TASK REQUIREMENTS:
Could you set down every entry exactly as it stands, without the images?

INPUT:
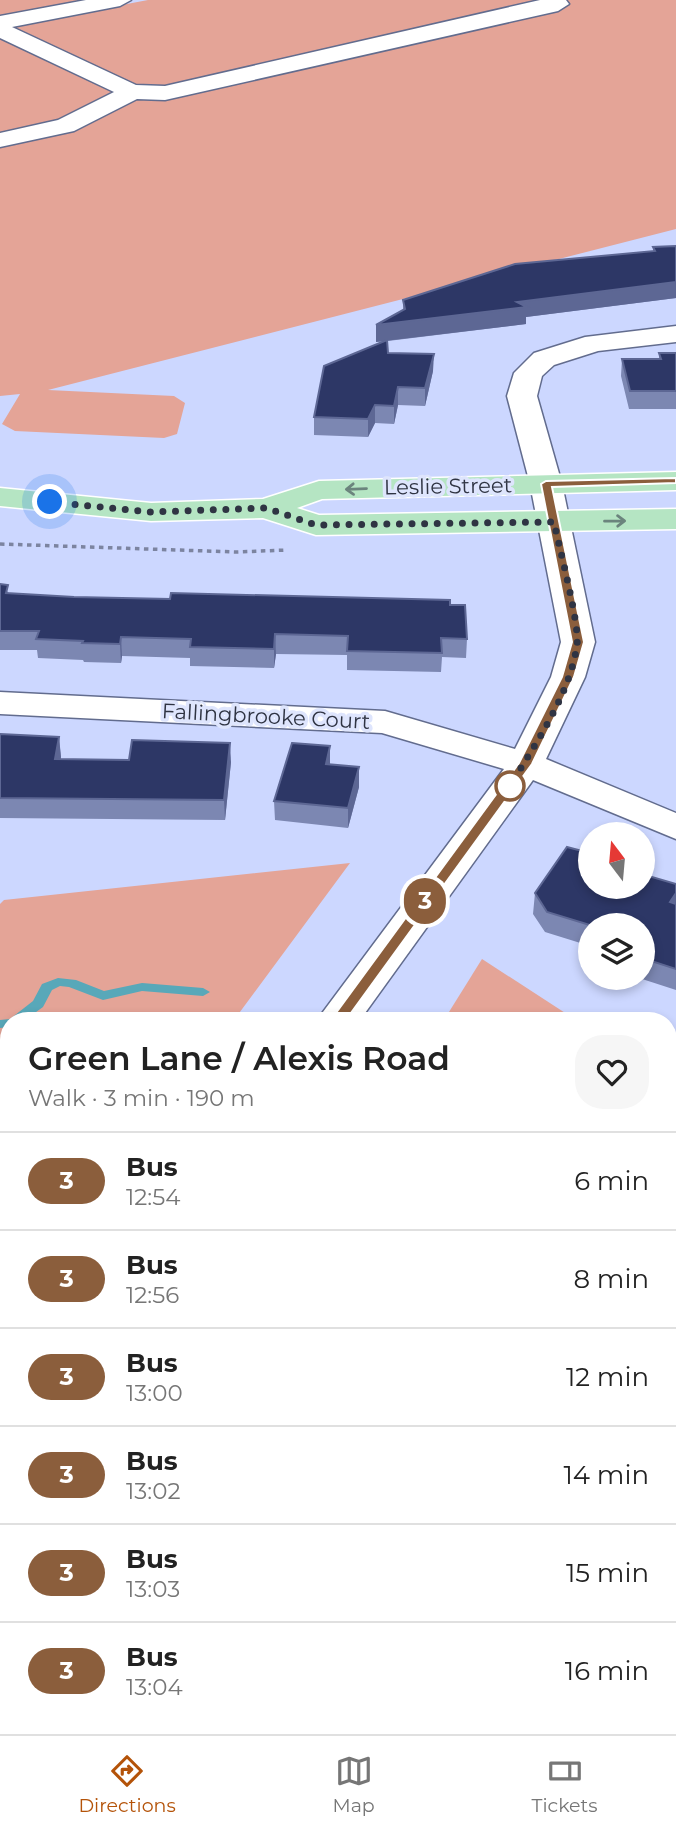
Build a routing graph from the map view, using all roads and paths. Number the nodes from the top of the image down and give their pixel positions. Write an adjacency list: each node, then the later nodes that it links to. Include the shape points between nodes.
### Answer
1 (120, 0): 3 (street)
2 (551, 0): 5 (street, via 558,4 192,88)
3 (0, 23)
4 (0, 30): 5 (street)
5 (133, 92): 6 (street, via 65,125)
6 (0, 140)
7 (676, 334): 9 (street, via 595,343 544,359 528,373 522,396)
8 (676, 481): 9 (main road, Leslie Street)
9 (546, 484): 11 (main road, Leslie Street, one-way to 11, via 319,490); 13 (street)
10 (0, 497): 11 (main road, Leslie Street, via 151,512)
11 (266, 508): 13 (main road, Leslie Street, via 316,525)
12 (676, 519): 13 (main road, Leslie Street, one-way to 12)
13 (554, 522): 17 (street, via 578,642 568,677)
14 (0, 544): 15 (path)
15 (289, 550)
16 (0, 703): 17 (street, Fallingbrooke Court, via 385,722)
17 (526, 764): 18 (street, Fallingbrooke Court); 19 (street)
18 (676, 828)
19 (344, 1012)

TASK ANSWER:
Build a routing graph from the map view, using all roads and paths. Number the nodes from the top of the image down and give their pixel positions. Write an adjacency list: each node, then the later nodes that it links to. Include the shape points between nodes.
### Answer
1 (120, 0): 3 (street)
2 (551, 0): 5 (street, via 558,4 192,88)
3 (0, 23)
4 (0, 30): 5 (street)
5 (133, 92): 6 (street, via 65,125)
6 (0, 140)
7 (676, 334): 9 (street, via 595,343 544,359 528,373 522,396)
8 (676, 481): 9 (main road, Leslie Street)
9 (546, 484): 11 (main road, Leslie Street, one-way to 11, via 319,490); 13 (street)
10 (0, 497): 11 (main road, Leslie Street, via 151,512)
11 (266, 508): 13 (main road, Leslie Street, via 316,525)
12 (676, 519): 13 (main road, Leslie Street, one-way to 12)
13 (554, 522): 17 (street, via 578,642 568,677)
14 (0, 544): 15 (path)
15 (289, 550)
16 (0, 703): 17 (street, Fallingbrooke Court, via 385,722)
17 (526, 764): 18 (street, Fallingbrooke Court); 19 (street)
18 (676, 828)
19 (344, 1012)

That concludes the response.